In general, teachers are reporting more and more the desire to resolve behavior issues instead of sending students out of class. Through these breakthroughs, they’re feeling refreshed and hopeful that they can help their students. Thus, more time is dedicated to learning and growth!
What are some quick tips readers can begin implementing into their care today?
- Ask what has happened or what is happening to a student instead of what is wrong with that student.
- See behavior as communication and ask yourself, “What is this student telling me?”
- Greet every child by name every day.
- Do not take problematic behavior personally. See it as communication for what a child needs.
- Use a value-based classroom behavior management system that is based on community values versus shame-based compliance systems. And stop using publicly displayed behavior management systems like clip charts, point systems, and so on! Instead, track behavior data privately to learn what does and does not help that individual.
- Praise the positive and the efforts, and dig for the gold in each child!
- Ask for feedback from peers! Sometimes we need an objective opinion about behavior.
Where do you see trauma-informed education heading in the next 5-10 years, and what can teachers do now to stay ahead of the curve?
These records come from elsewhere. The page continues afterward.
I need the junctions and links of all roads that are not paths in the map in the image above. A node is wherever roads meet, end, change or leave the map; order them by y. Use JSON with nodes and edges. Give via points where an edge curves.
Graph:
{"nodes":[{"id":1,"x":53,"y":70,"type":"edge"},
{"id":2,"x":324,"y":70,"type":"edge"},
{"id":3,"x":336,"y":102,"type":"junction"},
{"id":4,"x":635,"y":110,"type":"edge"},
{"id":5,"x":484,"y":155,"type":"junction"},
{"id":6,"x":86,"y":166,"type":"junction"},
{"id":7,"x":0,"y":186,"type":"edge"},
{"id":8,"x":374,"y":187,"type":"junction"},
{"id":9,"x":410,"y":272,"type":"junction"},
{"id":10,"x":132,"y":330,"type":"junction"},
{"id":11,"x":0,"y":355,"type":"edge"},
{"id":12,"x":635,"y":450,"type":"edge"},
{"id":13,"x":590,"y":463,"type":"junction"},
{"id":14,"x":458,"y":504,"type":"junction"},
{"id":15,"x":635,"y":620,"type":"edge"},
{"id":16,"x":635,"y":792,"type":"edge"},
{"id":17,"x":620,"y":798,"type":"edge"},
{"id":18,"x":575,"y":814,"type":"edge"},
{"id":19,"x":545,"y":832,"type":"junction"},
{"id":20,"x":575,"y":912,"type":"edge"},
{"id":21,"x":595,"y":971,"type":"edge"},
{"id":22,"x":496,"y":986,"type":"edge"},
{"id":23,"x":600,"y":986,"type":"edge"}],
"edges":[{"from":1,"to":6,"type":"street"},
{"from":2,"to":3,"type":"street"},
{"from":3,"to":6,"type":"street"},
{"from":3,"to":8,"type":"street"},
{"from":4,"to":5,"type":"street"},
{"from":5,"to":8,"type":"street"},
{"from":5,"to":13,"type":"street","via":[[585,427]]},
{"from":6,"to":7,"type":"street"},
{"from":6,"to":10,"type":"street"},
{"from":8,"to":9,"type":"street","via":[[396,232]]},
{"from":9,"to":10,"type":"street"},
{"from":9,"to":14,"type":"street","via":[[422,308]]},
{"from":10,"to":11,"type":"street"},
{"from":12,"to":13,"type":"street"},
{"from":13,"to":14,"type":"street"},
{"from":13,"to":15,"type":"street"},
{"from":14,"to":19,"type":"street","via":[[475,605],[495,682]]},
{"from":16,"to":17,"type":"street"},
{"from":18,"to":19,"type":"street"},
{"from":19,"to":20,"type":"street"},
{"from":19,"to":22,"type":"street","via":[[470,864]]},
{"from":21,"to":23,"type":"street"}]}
I see more schools understanding the importance of educating all staff in trauma-informed practices. What a teacher experiences with a student each day may be different than a bus driver, lunch attendant, or administrator. By all being trauma-informed, we are all able to remain constantly curious about every student, in every setting, every day. And it’s not only about identifying toxic stress, but the importance of building resilience in each child as well. Every interaction is an opportunity to help our children grow, and it takes a village. The sooner we begin looking at our students through a trauma-informed lens, the easier it is to be intentional in your care. Therefore, I see colleges and universities implementing curriculum that will produce trauma-informed educators by graduation.